*Your assignment*:
Only the lines holding the string "edges" are needed; copy each of them from the data.

*Exercise materials*:
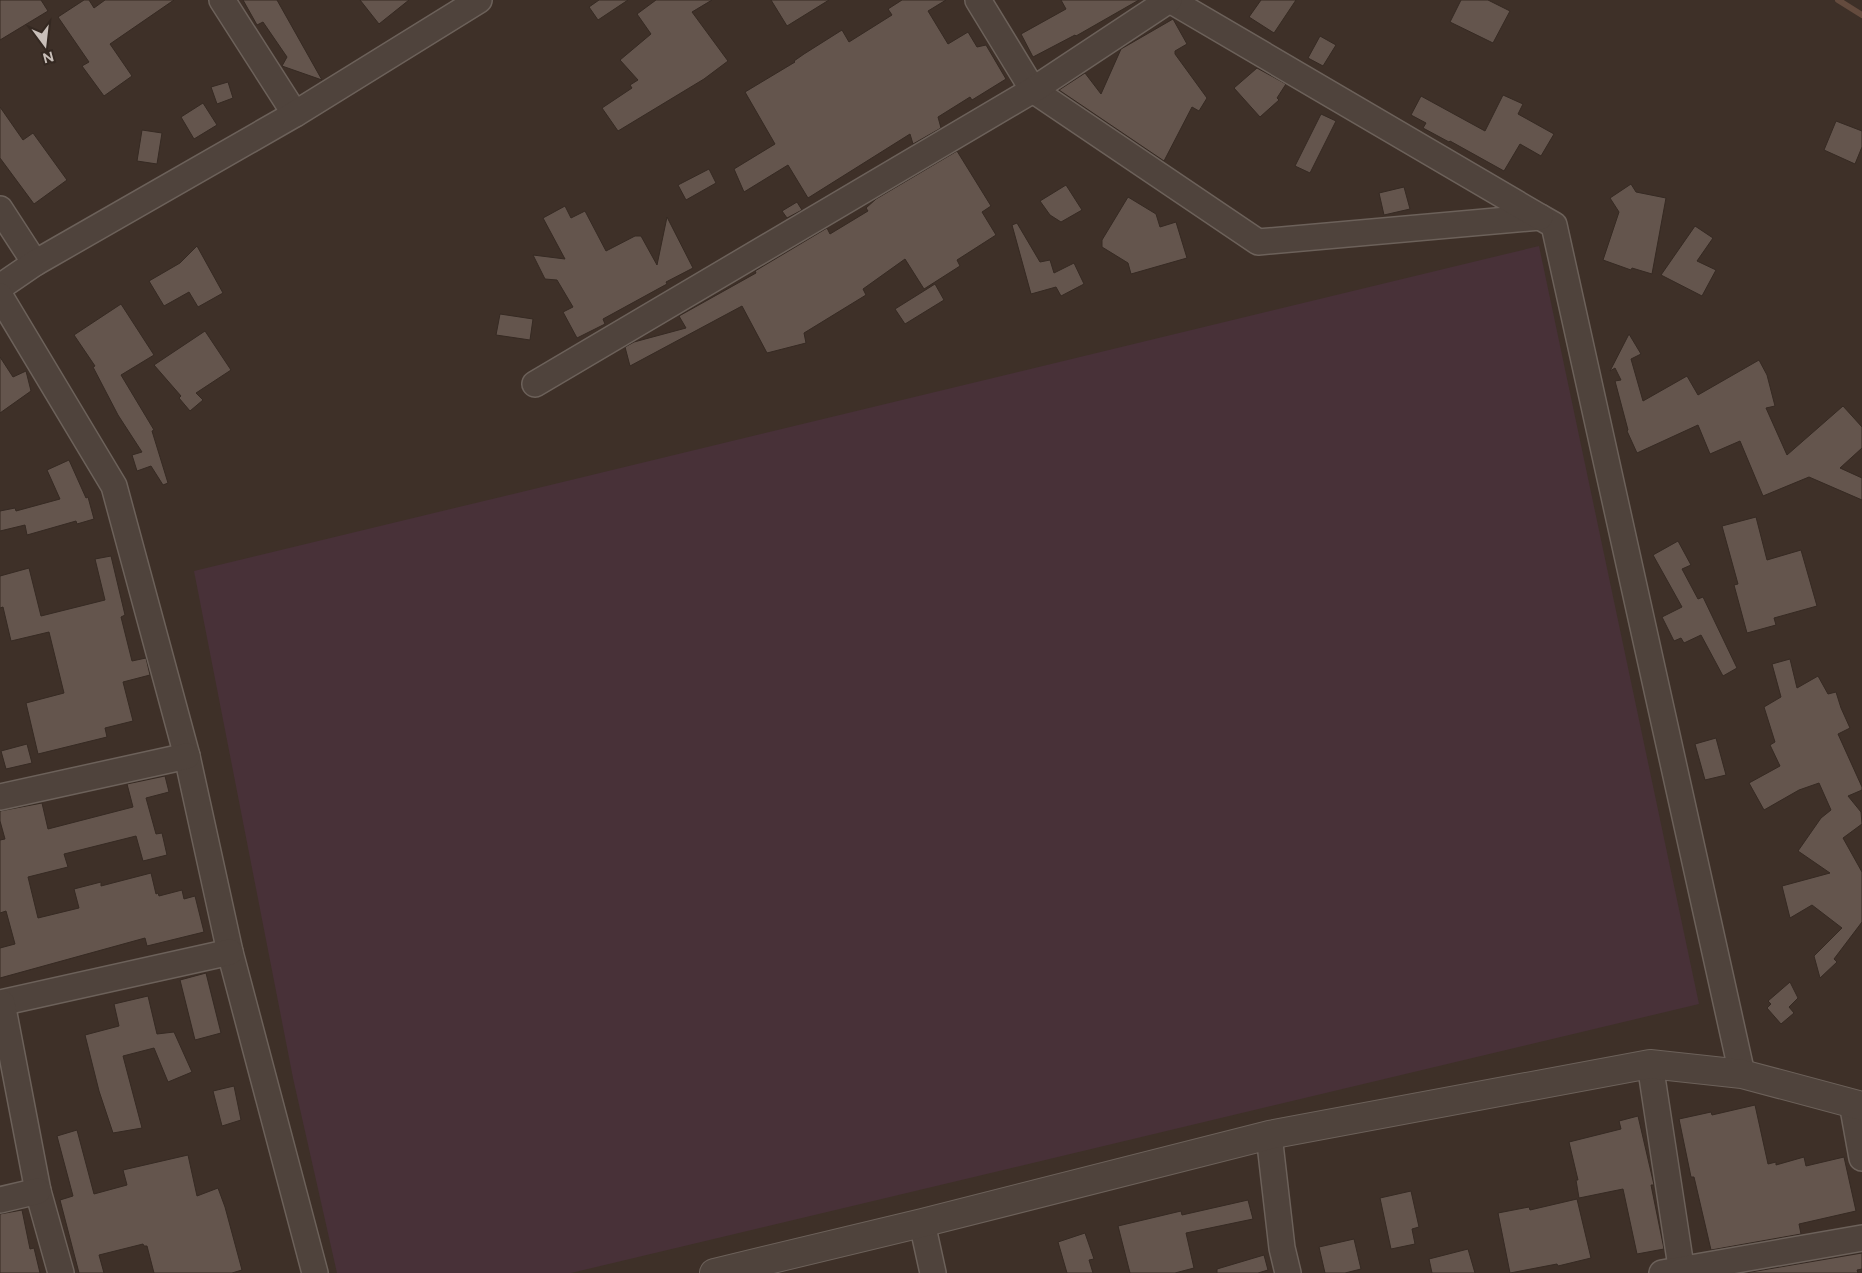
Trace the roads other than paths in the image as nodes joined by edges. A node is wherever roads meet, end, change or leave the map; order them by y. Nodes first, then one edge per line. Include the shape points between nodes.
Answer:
1 (222, 0) edge
2 (479, 0) edge
3 (978, 0) edge
4 (1170, 0) edge
5 (1202, 8) edge
6 (1033, 90) junction
7 (295, 114) junction
8 (0, 209) edge
9 (1540, 217) junction
10 (34, 263) junction
11 (0, 287) edge
12 (0, 296) edge
13 (535, 384) dead end
14 (186, 756) junction
15 (0, 797) edge
16 (230, 952) junction
17 (1, 1003) edge
18 (1650, 1064) junction
19 (1742, 1074) junction
20 (1857, 1105) edge
21 (1269, 1135) junction
22 (1862, 1158) edge
23 (38, 1191) junction
24 (0, 1200) edge
25 (922, 1223) junction
26 (1862, 1238) edge
27 (1675, 1272) edge
28 (61, 1273) edge
29 (315, 1273) edge
30 (714, 1273) edge
31 (933, 1273) edge
32 (1288, 1273) edge

1 - 7 street
2 - 7 street
3 - 6 street
4 - 5 street
4 - 6 street
5 - 9 street
6 - 9 street via 1258,242
6 - 13 street
7 - 10 street
8 - 10 street
9 - 19 street via 1554,225
10 - 11 street
12 - 14 street via 114,486
14 - 15 street
14 - 16 street
16 - 17 street
16 - 29 street
17 - 23 street
18 - 19 street
18 - 21 street
18 - 27 street
19 - 20 street
20 - 22 street
21 - 25 street
21 - 32 street via 1282,1248
23 - 24 street
23 - 28 street
25 - 30 street
25 - 31 street
26 - 27 street

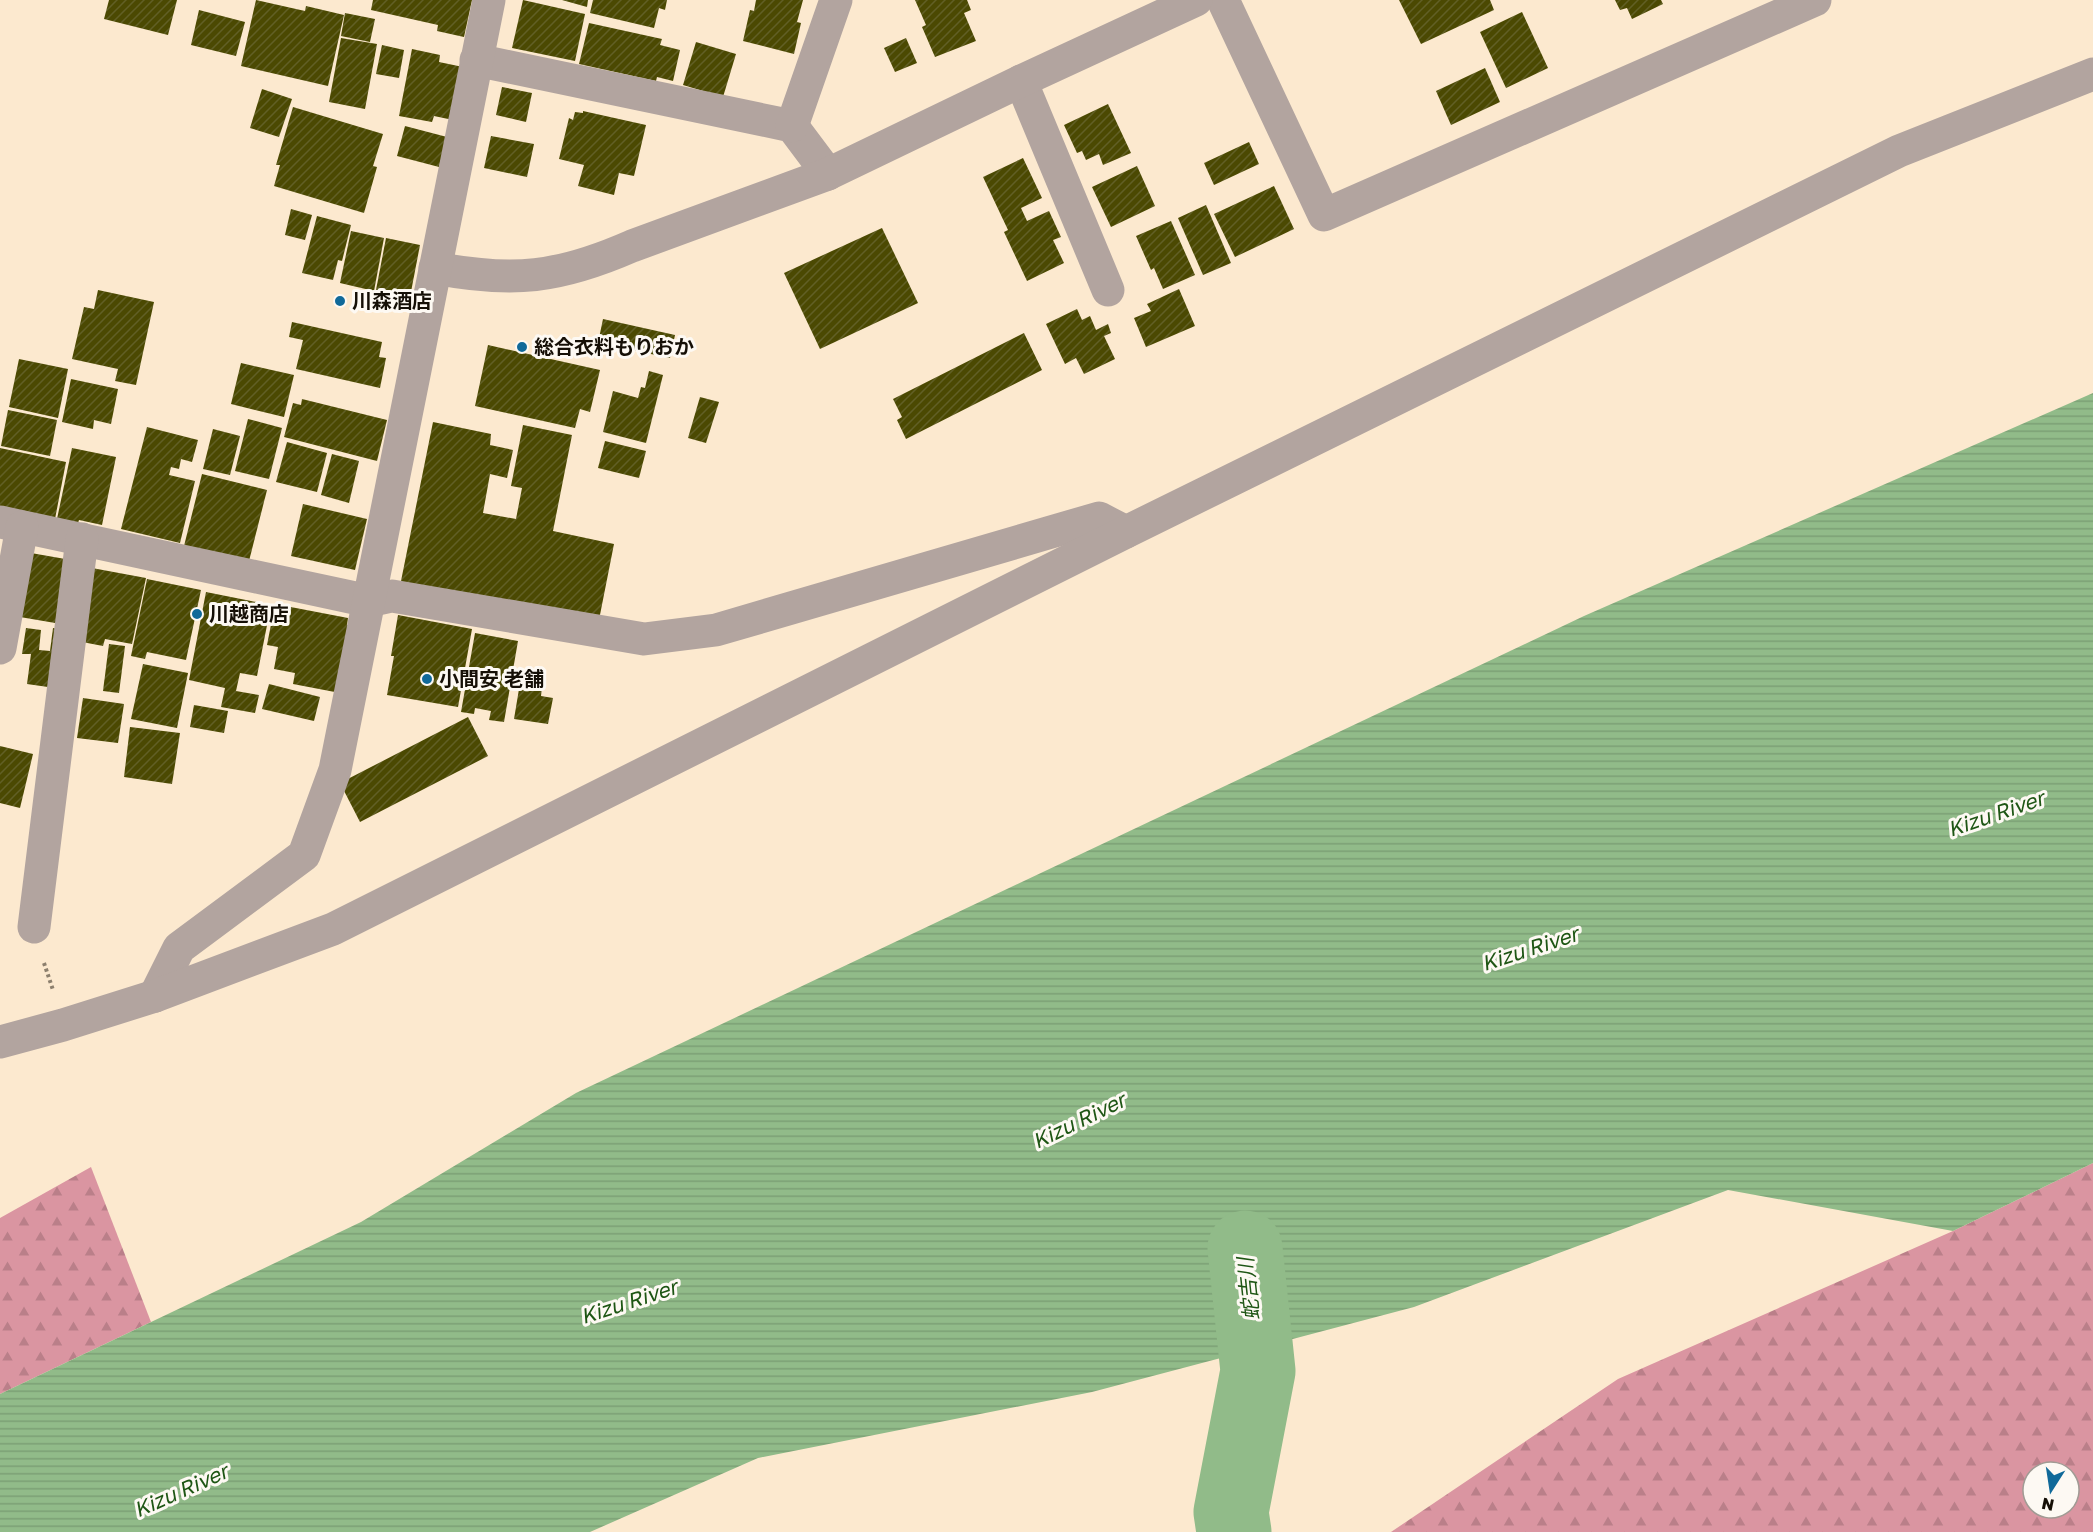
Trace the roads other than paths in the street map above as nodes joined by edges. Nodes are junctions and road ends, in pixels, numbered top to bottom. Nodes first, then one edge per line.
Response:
1 (489, 0) edge
2 (836, 0) edge
3 (1196, 0) edge
4 (1223, 0) edge
5 (1815, 0) edge
6 (476, 60) junction
7 (2093, 74) edge
8 (1021, 81) junction
9 (792, 126) junction
10 (828, 174) junction
11 (435, 268) junction
12 (1108, 290) dead end
13 (11, 524) edge
14 (1126, 532) junction
15 (82, 539) junction
16 (369, 601) junction
17 (0, 648) edge
18 (33, 927) road end
19 (155, 996) junction
20 (0, 1042) edge

1 - 6 street
2 - 9 street
3 - 8 street
4 - 5 street
6 - 9 street
6 - 11 street
7 - 14 street
8 - 10 street
8 - 12 street
9 - 10 street
10 - 11 street
11 - 16 street
13 - 15 street
13 - 17 street
14 - 16 street
14 - 19 street
15 - 16 street
15 - 18 street
16 - 19 street
19 - 20 street

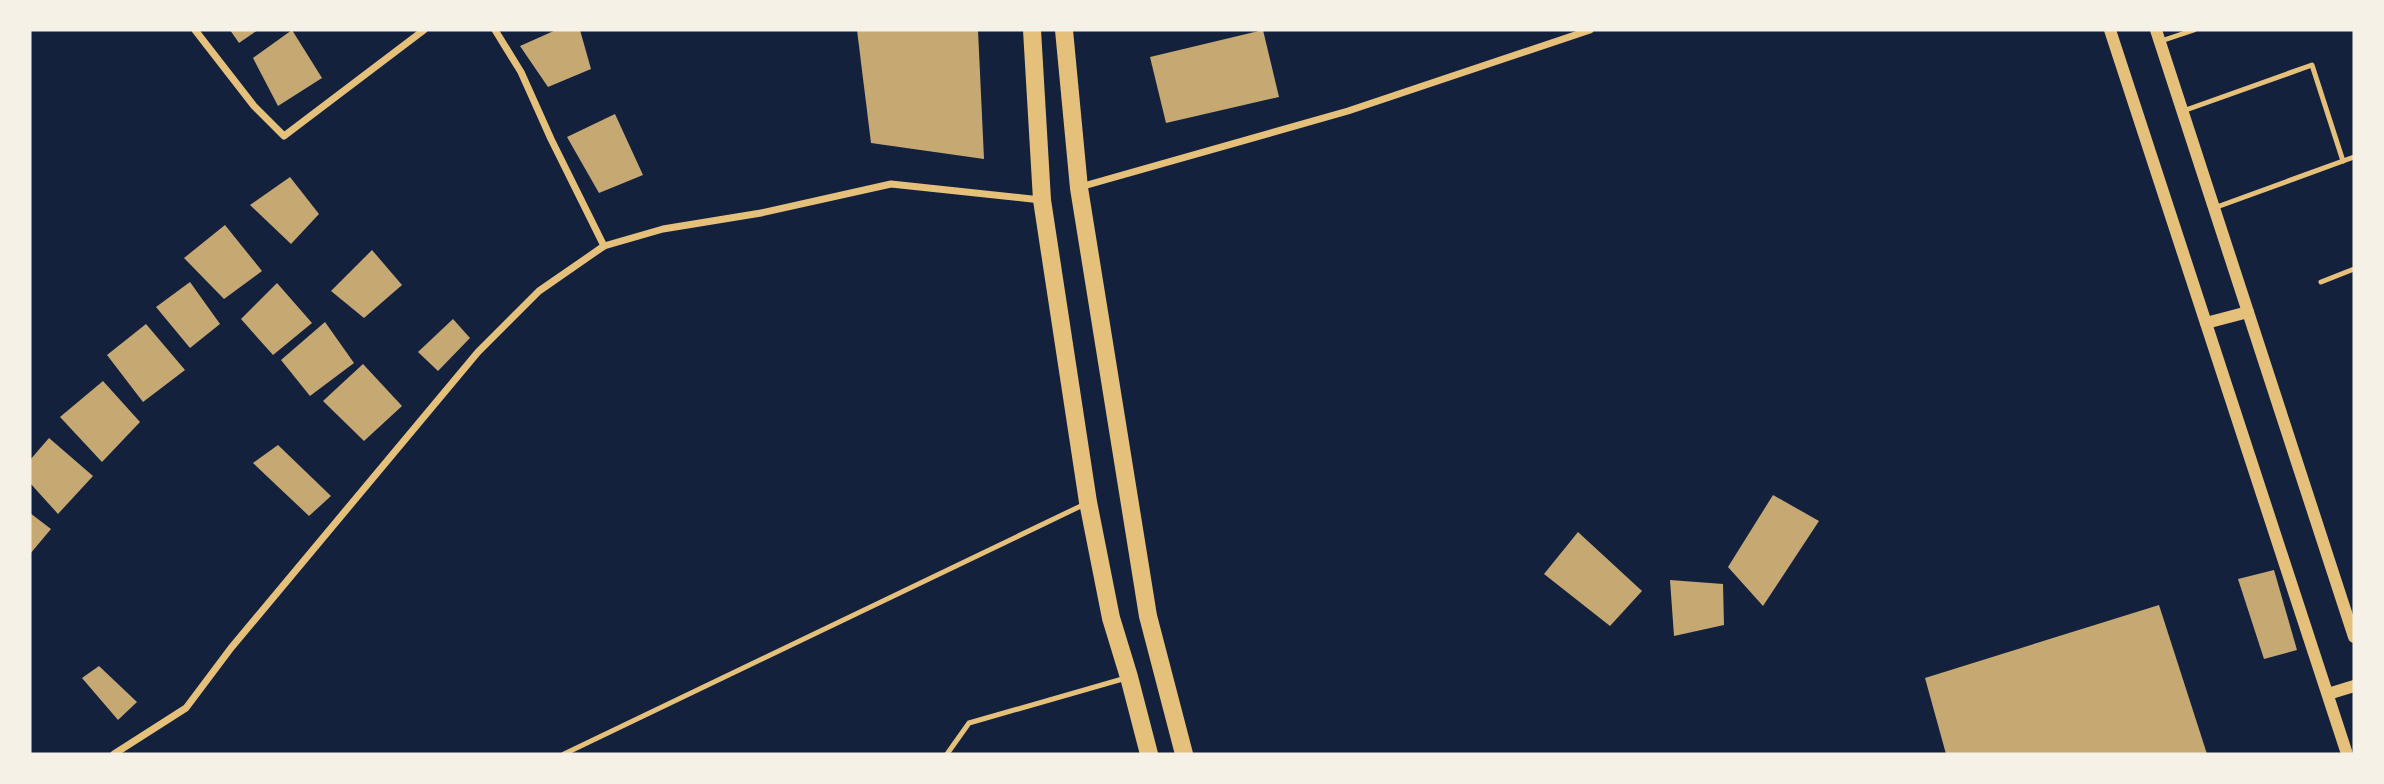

*Result of the exercise*:
Trace the roads other than paths in the image as nodes joined by edges. A node is wherever roads meet, end, change or leave the map; order them by y. Nodes first, then one edge per line. Include the shape points between nodes.
Trace the roads other than paths in the street map above as nodes joined by edges. Nodes are junctions and road ends, in pixels, numbered top to bottom. Nodes first, then one edge per line.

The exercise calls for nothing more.